#### YOUR ASSIGNMENT:
Exactly as they appear, copy the lines from the start of the entries below to the line containing "ring dip: (40, 276)", both ends included.

#### MATERIAL PROVIDED:

* * * * *

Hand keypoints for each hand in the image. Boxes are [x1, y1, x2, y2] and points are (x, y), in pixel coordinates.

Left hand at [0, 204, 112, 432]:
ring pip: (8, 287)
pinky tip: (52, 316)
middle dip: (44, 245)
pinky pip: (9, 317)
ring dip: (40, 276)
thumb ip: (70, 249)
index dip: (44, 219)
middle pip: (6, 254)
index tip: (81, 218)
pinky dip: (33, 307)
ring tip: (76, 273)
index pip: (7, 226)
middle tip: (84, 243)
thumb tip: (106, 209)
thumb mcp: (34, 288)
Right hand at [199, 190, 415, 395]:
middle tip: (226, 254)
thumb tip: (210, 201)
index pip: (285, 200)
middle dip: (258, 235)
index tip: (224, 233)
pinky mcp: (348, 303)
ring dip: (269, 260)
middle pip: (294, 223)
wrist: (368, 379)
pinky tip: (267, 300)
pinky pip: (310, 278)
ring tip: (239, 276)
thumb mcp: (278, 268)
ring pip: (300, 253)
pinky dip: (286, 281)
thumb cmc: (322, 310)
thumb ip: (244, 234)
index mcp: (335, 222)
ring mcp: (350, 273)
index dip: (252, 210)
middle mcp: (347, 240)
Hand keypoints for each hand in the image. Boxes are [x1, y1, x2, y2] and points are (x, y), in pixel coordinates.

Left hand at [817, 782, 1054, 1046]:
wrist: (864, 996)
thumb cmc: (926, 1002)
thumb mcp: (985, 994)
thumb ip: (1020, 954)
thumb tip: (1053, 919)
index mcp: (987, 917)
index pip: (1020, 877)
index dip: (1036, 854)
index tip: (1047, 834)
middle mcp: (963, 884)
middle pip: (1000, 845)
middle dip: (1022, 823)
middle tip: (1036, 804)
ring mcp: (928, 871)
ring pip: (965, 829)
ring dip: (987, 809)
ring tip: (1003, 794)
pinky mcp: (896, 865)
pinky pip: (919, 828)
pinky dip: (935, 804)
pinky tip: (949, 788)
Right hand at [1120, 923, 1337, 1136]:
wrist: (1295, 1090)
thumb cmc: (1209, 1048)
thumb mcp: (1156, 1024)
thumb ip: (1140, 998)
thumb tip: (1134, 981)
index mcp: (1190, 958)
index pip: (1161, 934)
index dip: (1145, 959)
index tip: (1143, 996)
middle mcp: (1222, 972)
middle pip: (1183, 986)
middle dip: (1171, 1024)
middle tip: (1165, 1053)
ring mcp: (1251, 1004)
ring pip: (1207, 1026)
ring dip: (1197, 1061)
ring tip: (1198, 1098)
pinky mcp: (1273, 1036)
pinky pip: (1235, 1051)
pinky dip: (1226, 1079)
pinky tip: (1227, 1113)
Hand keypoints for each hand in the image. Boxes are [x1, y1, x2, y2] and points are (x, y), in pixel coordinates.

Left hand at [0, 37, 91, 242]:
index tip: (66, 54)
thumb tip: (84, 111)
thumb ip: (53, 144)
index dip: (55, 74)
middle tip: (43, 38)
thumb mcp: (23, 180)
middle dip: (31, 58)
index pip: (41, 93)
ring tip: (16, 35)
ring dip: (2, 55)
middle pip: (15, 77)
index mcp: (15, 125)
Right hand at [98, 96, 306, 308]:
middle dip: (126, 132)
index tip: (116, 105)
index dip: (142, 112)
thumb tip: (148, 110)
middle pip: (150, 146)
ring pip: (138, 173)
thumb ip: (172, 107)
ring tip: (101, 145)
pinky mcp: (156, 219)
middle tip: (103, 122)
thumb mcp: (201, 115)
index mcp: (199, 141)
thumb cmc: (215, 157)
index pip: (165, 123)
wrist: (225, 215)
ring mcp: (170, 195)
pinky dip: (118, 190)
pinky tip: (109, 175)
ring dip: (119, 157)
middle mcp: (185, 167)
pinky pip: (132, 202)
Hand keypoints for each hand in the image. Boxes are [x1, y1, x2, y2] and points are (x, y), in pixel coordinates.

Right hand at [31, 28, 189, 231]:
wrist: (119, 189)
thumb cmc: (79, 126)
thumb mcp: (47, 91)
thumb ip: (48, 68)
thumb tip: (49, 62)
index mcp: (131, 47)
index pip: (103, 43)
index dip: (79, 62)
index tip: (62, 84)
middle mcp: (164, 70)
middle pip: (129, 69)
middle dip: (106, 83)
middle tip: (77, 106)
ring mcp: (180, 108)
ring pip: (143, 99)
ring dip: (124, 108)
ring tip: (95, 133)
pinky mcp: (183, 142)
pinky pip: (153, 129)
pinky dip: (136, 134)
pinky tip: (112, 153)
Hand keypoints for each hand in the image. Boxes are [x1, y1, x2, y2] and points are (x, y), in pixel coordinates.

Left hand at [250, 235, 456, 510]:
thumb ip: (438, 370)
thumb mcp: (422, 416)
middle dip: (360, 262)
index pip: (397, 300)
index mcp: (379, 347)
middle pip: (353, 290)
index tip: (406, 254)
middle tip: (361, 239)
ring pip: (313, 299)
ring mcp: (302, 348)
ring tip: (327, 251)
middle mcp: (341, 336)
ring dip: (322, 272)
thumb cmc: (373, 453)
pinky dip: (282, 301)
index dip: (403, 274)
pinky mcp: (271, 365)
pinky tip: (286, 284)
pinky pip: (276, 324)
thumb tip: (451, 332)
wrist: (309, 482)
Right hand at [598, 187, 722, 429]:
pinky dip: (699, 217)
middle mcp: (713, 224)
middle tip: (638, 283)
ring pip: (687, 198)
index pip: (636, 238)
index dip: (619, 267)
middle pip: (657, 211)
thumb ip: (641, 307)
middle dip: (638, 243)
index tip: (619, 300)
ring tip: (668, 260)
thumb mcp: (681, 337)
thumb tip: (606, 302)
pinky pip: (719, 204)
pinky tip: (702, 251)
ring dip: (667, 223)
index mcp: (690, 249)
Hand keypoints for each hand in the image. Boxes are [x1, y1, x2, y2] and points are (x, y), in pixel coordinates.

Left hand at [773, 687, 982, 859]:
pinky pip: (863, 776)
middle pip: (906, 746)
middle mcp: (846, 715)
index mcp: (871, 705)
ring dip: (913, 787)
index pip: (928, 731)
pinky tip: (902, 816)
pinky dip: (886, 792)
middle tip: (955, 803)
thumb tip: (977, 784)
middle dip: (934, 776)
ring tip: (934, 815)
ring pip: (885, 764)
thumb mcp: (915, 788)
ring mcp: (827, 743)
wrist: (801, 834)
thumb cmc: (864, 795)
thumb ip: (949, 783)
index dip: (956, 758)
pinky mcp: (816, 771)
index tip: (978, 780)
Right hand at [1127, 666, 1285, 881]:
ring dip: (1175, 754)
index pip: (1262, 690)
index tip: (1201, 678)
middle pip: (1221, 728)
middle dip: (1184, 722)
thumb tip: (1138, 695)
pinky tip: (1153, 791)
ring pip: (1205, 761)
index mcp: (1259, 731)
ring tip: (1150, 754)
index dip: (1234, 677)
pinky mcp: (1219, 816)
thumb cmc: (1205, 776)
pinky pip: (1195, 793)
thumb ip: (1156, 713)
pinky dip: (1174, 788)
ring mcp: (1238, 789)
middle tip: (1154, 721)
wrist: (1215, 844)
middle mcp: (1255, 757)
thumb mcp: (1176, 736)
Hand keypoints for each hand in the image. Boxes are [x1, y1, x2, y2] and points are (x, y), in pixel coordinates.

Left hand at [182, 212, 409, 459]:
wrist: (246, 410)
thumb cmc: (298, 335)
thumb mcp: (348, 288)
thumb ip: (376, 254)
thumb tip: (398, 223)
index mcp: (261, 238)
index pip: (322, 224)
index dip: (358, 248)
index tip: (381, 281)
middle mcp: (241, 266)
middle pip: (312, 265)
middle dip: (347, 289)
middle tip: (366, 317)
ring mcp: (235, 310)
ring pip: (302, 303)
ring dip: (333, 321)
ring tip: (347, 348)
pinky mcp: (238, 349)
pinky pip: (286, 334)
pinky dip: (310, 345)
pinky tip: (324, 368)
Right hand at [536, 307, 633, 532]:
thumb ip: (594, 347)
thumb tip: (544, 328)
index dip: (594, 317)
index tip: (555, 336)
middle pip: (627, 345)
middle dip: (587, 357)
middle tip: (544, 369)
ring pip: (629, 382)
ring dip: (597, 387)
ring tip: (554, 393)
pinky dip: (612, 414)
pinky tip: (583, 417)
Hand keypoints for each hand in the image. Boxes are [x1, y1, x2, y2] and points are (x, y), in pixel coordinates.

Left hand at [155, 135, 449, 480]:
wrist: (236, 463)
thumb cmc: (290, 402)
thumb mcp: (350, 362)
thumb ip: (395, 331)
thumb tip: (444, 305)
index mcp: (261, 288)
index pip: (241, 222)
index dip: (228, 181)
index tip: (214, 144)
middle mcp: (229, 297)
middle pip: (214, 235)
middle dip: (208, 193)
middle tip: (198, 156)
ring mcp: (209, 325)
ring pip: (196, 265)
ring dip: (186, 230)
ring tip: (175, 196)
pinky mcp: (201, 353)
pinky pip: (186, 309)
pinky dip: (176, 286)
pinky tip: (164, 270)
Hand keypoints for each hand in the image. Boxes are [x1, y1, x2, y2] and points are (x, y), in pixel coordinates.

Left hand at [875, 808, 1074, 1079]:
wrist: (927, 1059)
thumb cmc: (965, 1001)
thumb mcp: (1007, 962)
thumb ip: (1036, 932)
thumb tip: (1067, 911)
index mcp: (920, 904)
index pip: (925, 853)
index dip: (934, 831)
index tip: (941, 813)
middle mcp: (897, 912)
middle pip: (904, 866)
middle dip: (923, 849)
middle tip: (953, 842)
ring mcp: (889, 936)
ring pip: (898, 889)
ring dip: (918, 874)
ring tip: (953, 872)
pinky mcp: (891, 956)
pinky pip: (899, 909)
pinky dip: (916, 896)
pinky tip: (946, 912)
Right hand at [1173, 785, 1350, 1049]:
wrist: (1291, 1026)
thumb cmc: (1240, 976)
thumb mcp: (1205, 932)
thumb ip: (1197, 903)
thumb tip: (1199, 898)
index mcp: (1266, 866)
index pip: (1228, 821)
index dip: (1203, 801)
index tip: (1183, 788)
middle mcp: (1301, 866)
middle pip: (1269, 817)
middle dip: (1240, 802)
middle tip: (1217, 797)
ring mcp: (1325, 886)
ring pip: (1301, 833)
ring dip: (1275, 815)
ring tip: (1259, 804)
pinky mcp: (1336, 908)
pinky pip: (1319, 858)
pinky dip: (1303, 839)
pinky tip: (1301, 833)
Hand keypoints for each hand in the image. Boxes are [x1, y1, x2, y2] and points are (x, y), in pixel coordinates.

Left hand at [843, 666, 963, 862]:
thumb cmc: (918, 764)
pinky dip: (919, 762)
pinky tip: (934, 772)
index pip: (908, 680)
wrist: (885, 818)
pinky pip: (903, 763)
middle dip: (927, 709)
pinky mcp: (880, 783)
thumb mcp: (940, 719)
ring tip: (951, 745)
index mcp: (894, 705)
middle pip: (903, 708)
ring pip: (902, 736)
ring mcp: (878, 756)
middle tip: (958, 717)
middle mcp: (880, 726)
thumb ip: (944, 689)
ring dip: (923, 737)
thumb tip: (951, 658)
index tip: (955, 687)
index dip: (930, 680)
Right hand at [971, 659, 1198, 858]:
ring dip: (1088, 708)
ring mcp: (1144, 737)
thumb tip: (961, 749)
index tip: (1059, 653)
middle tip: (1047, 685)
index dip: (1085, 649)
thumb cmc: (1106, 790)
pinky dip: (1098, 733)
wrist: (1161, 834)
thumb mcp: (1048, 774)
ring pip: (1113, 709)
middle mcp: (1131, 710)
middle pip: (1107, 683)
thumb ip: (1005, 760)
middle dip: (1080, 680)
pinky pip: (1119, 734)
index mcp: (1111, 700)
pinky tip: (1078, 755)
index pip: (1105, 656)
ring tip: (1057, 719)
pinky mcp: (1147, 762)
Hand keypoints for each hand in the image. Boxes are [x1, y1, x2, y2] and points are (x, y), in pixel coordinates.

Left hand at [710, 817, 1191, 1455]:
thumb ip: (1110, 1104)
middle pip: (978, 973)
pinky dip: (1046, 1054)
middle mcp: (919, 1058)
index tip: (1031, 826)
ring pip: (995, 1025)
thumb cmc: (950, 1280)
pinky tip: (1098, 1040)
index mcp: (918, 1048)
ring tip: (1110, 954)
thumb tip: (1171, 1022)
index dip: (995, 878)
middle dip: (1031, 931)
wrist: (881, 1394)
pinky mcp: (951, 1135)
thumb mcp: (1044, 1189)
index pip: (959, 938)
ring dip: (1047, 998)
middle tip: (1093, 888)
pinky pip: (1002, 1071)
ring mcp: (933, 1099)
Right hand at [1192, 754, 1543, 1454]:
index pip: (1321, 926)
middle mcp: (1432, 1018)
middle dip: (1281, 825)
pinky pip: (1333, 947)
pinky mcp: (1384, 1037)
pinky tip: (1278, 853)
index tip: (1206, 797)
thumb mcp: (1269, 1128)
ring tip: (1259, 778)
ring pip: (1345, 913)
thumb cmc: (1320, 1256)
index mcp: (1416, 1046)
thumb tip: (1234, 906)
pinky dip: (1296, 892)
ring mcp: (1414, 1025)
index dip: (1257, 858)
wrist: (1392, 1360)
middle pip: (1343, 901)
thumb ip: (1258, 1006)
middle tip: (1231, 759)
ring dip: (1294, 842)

* * * * *

#### RESULT OF THE EXERCISE:
Hand keypoints for each hand in the image. Boxes are [x1, y1, x2, y2] and points are (x, y), in pixel coordinates.

Left hand at [0, 204, 112, 432]:
ring pip: (8, 287)
pinky tip: (52, 316)
middle dip: (44, 245)
pinky pip: (9, 317)
ring dip: (40, 276)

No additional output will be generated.